The Asus is a tablet because it has both finger and pen touch; it's a PC because it runs Windows and PC apps. The question is how many people want that combination on a cool device.

We've had the first for years, the second has been MIA or DOA in previous Microsoft tablets because getting PC makers to do cool things that aren't either hugely expensive or fundamentally compromised to avoid being hugely expensive (Toshiba Portégé R400, I'm looking at you, with your sleek good looks, your light weight, your woefully slow hard drive and your abysmal two hours of battery life). The slates we get this year can't match the iPad for weight and battery life; they mostly have larger screens and they all have far more powerful processors and it's just physics - they need big, heavy batteries to power those. But they're the sleekest, most tablet-like slates since the much-mourned Compaq TC1000; the Asus is good looking and powerful too. It's not post-PC; it's unashamedly PC and more.

There are plenty of people who don't want to be post PC, because they need more than you can do on a tablet (but you get tablet users to feel good about their bold stride into the future if you call PC users dinosaurs and luddites).

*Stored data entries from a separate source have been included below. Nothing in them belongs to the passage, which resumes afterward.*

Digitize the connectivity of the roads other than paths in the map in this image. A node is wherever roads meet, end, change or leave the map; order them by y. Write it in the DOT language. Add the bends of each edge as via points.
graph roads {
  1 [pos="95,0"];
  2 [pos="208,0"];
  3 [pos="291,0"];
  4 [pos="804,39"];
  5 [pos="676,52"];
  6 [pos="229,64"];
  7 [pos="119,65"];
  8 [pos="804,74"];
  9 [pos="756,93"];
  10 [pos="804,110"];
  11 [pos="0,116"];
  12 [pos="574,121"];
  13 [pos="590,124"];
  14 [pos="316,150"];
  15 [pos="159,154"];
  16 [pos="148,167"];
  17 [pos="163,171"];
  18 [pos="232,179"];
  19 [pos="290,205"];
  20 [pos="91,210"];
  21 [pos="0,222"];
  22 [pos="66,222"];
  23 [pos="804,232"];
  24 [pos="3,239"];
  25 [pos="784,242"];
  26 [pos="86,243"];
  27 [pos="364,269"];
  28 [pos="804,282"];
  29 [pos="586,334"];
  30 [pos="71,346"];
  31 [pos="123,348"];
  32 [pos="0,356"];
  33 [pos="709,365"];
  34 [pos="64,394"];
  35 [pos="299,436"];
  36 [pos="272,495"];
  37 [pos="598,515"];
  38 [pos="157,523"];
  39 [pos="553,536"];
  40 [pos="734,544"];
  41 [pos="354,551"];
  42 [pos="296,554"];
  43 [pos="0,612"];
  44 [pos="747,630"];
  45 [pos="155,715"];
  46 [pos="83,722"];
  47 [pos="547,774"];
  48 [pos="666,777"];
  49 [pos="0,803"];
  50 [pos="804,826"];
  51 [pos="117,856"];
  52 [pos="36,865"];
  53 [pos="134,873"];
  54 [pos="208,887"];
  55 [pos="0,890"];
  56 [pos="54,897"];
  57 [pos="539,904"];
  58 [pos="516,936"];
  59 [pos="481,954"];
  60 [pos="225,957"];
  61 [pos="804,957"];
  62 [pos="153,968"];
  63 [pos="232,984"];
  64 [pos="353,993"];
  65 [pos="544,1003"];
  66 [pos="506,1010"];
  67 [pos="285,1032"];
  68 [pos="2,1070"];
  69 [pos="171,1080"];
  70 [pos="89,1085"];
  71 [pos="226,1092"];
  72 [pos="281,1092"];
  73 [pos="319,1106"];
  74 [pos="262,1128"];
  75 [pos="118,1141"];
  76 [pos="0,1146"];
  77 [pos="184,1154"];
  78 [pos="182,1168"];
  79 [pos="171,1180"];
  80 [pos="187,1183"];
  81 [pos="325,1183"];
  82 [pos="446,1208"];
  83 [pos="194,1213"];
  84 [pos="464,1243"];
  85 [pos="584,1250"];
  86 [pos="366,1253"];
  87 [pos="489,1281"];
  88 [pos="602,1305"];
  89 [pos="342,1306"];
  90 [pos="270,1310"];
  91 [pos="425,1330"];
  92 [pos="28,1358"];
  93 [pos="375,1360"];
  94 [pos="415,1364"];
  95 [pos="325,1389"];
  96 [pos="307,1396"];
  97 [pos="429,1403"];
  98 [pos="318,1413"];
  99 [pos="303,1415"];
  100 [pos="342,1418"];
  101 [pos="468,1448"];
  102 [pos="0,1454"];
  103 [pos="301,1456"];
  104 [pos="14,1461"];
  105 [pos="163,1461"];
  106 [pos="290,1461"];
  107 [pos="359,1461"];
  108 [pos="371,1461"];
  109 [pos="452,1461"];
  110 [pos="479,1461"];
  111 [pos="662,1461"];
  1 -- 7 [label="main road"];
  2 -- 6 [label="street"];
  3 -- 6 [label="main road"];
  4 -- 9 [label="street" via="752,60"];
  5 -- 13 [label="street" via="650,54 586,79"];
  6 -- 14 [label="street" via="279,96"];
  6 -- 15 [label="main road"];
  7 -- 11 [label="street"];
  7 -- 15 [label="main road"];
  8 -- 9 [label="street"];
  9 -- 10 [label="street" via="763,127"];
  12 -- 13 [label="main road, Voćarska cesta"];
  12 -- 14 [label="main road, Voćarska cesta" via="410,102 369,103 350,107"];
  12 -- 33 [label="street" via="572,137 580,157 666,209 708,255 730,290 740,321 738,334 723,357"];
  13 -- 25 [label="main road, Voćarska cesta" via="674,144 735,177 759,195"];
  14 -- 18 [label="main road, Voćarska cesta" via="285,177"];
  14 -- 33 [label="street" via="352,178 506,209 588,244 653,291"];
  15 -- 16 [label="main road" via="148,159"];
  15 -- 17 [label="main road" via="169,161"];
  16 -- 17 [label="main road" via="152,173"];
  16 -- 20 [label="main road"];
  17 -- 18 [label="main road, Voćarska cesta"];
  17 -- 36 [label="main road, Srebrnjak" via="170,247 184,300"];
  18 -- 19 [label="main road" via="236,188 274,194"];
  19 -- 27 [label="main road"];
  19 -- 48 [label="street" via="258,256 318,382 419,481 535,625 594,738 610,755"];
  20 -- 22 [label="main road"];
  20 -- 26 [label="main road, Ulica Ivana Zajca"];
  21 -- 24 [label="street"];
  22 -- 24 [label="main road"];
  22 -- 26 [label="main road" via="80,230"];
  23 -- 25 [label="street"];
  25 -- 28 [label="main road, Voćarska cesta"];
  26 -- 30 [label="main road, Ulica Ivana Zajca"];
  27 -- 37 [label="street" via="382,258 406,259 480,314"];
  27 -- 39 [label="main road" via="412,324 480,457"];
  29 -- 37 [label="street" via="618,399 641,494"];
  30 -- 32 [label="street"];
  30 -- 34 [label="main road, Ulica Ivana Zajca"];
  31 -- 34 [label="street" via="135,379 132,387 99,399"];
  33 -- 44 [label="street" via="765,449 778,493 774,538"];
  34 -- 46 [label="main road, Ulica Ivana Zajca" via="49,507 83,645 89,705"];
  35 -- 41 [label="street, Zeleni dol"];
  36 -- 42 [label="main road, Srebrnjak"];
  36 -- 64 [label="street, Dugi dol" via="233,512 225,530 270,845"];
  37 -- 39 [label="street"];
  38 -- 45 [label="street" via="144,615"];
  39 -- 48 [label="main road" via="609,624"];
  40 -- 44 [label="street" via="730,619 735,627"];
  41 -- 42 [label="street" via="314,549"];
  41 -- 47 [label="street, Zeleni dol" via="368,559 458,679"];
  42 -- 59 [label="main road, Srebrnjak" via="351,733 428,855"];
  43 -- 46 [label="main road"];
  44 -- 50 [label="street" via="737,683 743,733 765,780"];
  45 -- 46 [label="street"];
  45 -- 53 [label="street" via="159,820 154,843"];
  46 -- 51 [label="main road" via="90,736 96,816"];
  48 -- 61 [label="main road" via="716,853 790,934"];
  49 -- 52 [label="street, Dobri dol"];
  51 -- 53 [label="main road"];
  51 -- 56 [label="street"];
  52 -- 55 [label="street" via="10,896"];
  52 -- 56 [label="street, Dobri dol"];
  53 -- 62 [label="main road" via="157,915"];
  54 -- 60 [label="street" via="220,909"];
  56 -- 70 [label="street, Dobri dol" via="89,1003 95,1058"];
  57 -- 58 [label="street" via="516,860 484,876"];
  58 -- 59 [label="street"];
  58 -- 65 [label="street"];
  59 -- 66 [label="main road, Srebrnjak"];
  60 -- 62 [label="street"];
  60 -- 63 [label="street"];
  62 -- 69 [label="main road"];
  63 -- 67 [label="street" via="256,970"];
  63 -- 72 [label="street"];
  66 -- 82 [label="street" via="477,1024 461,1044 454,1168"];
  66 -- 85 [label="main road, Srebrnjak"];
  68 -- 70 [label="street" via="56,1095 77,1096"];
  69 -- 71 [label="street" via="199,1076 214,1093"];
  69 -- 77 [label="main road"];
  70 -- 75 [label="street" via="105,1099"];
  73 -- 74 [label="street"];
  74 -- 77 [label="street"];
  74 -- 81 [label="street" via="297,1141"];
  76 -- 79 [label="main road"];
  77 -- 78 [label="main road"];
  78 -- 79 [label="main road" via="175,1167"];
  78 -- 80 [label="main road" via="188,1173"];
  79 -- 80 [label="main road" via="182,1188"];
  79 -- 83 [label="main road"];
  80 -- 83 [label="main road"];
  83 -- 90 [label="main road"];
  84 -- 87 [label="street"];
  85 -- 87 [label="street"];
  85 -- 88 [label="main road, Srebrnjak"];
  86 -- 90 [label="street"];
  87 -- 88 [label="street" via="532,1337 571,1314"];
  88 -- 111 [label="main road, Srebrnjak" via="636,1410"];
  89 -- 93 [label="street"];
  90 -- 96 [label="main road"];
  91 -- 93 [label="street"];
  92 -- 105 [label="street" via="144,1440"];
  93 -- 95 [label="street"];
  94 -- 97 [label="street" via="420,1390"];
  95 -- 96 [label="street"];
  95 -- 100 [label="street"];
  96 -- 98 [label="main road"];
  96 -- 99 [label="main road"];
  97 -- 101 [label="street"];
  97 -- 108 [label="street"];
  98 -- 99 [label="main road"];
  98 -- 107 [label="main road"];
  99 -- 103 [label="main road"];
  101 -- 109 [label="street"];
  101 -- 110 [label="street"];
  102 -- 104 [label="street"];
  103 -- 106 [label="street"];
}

And I'm not sure that there's that much post-PC about tablets anyway. Most users are connecting iPads to iTunes on a computer of some kind, even if it's only one in the Apple Store to get it activated, and until home servers take off, where are people putting the music and photos and videos that don't fit permanently on the tablet? In the long term it might be the cloud, but do you want the only home for your wedding photos and £1,000 music collection to be online right now? When I try out an Android tablet, I fill it up with photos and music I already have as well as with ebooks from Amazon - the same way I do with a smartphone. Until we have robust, cheap, high bandwidth connections everywhere, I want local storage and powerful local processing. And while a tablet is great for reading documents and Web pages (and emails I don't have to reply to) I'd rather write a document or remote into a server I have to fix from a PC that has a mouse and keyboard and 12" screen than a tablet that only has a touch screen. I'd like to have Core i5 performance so I can run Photoshop or Paint.NET. And when I want to sketch a diagram or jot down my shopping list, I'd like to rip off the keyboard and have it be a tablet too.

For years I've felt like the only person asking for all this. At one point, Windows CE was supposed to be enough for me (remember Web pads?). Now iPad is supposed to be enough; instead of assuming the position to use a notebook (find a table and sit down and type), it's assume the position to use a tablet (find a recliner chair and stretch your legs out and swipe). Microsoft's marketing for the Asus Eee tablet is aimed at those of us who want our 'post PC' device to be a PC as well (and the line I notice it straddling awkwardly is the one about the compromises that still involves). Even with the most generous iPad sales predictions, the vast majority of users still live in a PC world; we want full fat milk rather than gourmet frozen yoghurt, steak rather than finger food, the whole loaf rather than the cheese biscuit. But given that we often have more than one PC, we might well like to have the tablet canapes as well - and that's the menu Microsoft is trying to sell.